- [The records]:
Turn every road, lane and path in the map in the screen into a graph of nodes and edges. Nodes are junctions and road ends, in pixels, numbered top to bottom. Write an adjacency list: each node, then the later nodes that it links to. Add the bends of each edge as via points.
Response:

* * *

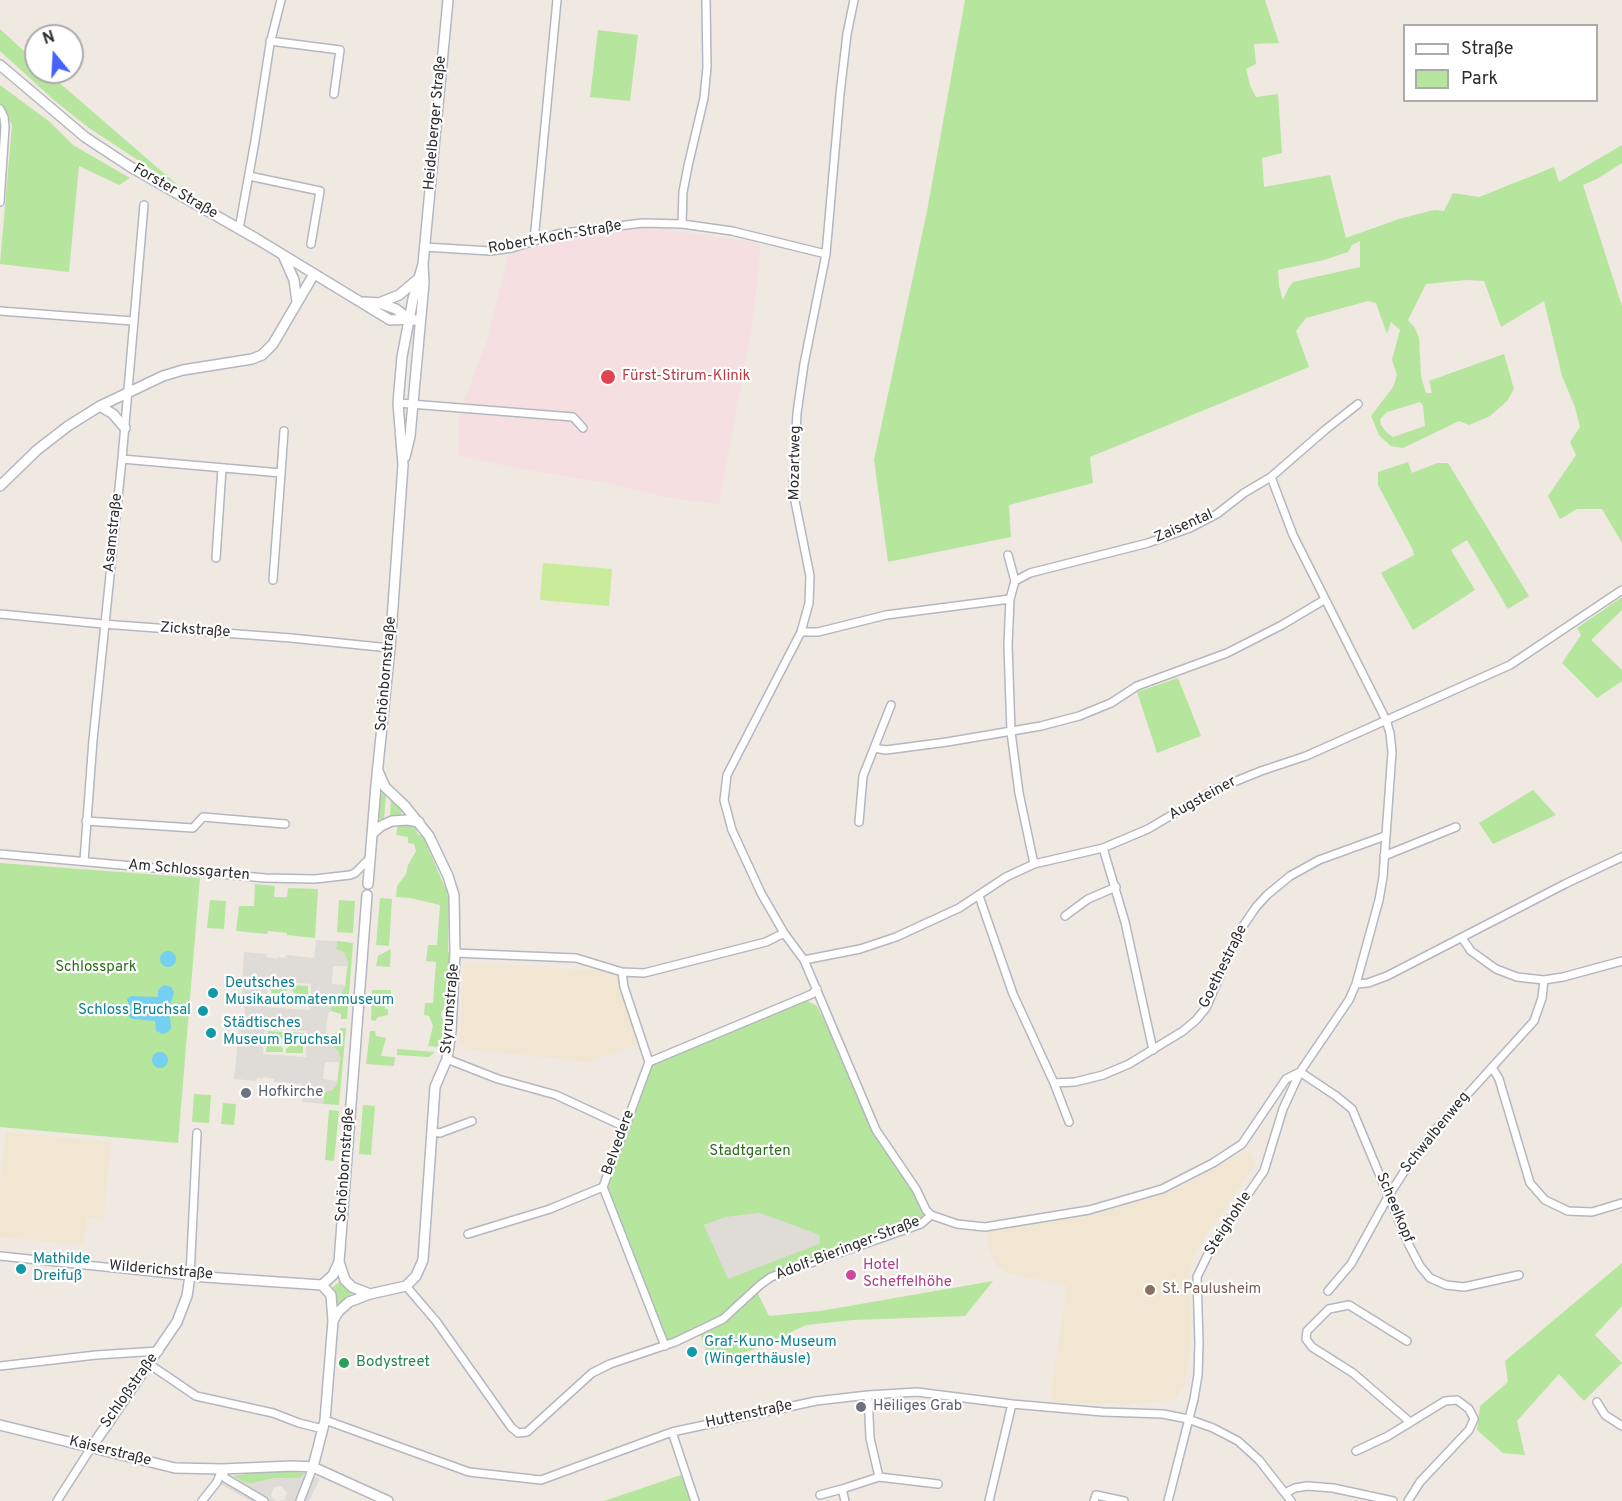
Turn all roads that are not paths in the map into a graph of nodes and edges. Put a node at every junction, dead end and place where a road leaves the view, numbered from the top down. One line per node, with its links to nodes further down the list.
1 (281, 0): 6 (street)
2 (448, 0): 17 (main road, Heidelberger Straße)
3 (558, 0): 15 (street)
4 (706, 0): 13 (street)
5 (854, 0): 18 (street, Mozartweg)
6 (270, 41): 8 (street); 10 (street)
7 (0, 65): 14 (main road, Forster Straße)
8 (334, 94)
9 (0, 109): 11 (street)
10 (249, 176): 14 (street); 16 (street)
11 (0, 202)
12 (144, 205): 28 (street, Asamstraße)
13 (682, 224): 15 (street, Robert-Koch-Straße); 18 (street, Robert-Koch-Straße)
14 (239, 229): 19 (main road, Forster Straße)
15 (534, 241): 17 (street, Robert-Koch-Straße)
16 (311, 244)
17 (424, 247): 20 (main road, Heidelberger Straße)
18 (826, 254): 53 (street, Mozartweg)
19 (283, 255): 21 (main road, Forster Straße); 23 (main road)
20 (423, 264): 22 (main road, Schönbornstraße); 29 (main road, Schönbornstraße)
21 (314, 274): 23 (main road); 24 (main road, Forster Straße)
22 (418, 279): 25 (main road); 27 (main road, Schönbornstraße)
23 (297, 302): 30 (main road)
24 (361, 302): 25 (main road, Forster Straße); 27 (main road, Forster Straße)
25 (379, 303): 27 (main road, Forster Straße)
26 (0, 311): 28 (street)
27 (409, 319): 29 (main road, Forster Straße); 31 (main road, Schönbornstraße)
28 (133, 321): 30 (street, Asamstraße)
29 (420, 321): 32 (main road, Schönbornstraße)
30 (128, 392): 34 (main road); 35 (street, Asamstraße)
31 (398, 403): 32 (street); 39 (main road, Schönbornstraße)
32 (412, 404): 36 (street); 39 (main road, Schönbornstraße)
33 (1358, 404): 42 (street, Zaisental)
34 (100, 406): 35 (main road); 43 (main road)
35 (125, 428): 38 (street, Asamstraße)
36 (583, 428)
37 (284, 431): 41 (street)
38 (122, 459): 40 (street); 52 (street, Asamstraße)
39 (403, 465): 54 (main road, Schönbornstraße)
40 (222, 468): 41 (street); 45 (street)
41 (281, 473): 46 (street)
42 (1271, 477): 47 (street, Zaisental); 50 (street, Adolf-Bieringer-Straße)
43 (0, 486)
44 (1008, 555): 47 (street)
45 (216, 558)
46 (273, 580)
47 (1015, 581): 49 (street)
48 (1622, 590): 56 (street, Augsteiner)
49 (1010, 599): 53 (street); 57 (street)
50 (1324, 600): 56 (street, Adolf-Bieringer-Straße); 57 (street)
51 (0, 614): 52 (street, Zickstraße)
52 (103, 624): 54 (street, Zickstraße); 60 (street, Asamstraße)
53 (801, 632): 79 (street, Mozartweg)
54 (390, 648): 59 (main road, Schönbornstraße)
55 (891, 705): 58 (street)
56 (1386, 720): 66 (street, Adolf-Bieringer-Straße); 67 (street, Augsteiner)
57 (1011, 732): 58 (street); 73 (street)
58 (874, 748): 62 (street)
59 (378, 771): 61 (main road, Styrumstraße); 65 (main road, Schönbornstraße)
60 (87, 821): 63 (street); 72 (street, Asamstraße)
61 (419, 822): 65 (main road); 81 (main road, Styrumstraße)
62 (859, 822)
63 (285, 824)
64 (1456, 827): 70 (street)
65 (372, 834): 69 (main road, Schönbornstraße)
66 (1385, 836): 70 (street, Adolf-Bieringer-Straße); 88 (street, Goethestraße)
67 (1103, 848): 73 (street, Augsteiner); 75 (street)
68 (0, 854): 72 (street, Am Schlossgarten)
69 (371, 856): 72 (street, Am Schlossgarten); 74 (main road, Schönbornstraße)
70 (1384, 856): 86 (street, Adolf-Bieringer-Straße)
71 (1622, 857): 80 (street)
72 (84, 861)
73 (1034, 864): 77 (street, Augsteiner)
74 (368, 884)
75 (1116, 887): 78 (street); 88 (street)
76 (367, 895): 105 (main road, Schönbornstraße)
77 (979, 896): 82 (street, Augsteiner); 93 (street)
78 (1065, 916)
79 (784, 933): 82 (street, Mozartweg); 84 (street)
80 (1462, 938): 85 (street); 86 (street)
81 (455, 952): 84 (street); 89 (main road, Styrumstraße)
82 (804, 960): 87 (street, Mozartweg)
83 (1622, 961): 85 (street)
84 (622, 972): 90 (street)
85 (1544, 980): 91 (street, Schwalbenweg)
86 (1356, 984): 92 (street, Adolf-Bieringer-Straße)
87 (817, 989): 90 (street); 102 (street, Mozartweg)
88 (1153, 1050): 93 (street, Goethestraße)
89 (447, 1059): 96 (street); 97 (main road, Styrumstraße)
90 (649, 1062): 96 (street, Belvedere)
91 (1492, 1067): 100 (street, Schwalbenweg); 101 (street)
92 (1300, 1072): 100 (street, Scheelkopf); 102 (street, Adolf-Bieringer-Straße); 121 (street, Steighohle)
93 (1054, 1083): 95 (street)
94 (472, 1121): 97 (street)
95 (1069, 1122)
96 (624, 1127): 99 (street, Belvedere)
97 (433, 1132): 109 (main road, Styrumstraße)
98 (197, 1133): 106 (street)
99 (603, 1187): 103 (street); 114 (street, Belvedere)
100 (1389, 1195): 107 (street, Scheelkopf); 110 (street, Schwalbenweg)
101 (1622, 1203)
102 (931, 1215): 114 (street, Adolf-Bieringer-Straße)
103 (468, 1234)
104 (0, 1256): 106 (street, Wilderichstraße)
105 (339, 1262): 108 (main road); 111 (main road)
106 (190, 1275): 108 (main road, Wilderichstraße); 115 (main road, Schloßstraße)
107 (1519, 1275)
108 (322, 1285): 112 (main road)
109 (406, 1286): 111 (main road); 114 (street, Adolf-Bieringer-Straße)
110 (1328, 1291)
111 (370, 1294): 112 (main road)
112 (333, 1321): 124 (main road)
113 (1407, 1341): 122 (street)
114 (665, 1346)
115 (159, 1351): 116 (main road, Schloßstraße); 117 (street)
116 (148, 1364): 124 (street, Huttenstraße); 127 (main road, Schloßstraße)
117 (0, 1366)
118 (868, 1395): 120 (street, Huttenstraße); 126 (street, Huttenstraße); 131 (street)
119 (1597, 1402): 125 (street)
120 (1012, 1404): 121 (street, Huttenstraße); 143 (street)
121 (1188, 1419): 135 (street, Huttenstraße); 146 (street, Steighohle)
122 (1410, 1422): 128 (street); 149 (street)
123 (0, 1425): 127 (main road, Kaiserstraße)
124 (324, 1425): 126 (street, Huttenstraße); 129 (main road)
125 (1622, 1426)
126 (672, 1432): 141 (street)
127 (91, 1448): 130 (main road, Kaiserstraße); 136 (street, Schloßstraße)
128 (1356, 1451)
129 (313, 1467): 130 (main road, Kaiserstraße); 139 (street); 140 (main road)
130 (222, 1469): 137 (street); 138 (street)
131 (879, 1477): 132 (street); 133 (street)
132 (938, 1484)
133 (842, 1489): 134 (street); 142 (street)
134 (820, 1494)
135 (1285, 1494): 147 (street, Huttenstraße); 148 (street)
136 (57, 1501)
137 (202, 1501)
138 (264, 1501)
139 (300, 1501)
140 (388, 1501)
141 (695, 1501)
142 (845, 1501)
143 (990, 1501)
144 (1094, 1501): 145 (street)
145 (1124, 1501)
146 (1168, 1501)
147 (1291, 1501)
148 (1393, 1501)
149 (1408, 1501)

* * *

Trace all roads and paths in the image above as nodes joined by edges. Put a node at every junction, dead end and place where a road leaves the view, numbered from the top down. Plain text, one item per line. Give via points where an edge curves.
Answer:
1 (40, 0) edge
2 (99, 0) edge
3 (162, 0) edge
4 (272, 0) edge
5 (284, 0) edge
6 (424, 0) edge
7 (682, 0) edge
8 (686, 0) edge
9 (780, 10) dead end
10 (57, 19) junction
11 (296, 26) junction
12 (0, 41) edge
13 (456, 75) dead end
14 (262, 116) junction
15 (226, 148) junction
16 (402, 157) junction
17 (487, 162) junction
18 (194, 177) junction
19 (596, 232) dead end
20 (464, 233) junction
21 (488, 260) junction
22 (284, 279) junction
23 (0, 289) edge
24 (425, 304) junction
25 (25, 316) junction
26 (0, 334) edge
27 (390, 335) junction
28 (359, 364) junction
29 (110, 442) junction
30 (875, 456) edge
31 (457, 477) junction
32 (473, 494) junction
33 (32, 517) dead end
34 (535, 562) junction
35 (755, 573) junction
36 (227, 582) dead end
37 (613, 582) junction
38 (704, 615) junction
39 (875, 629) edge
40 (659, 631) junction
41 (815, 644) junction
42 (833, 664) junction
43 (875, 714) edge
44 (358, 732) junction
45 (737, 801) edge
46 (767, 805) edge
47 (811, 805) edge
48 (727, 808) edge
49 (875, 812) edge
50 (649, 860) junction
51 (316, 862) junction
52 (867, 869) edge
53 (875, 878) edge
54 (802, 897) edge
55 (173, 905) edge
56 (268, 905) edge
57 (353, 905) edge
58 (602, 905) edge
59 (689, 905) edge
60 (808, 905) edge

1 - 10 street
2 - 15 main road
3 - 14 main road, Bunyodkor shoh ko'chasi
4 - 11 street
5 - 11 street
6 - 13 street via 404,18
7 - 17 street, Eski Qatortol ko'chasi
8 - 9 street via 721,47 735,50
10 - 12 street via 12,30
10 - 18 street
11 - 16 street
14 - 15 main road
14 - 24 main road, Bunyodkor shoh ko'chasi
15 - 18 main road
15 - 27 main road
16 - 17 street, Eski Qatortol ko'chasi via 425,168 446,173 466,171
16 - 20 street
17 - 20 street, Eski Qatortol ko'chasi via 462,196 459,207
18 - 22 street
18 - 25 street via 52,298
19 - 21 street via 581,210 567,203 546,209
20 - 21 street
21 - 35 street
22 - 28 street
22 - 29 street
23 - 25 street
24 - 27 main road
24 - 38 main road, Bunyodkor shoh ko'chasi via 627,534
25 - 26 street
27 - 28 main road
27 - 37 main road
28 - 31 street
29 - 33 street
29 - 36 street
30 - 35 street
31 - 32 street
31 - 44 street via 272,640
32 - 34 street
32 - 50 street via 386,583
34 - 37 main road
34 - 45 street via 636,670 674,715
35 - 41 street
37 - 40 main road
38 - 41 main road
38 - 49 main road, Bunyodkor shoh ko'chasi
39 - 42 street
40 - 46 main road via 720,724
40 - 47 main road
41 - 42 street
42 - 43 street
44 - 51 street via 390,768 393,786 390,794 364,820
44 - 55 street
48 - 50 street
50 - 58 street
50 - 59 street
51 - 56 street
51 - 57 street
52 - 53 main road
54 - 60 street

- [Task directions]: Search the records for the word "points" and copy every line where it occurs.

- [Reply]:
Turn every road, lane and path in the map in the screen into a graph of nodes and edges. Nodes are junctions and road ends, in pixels, numbered top to bottom. Write an adjacency list: each node, then the later nodes that it links to. Add the bends of each edge as via points.
Trace all roads and paths in the image above as nodes joined by edges. Put a node at every junction, dead end and place where a road leaves the view, numbered from the top down. Plain text, one item per line. Give via points where an edge curves.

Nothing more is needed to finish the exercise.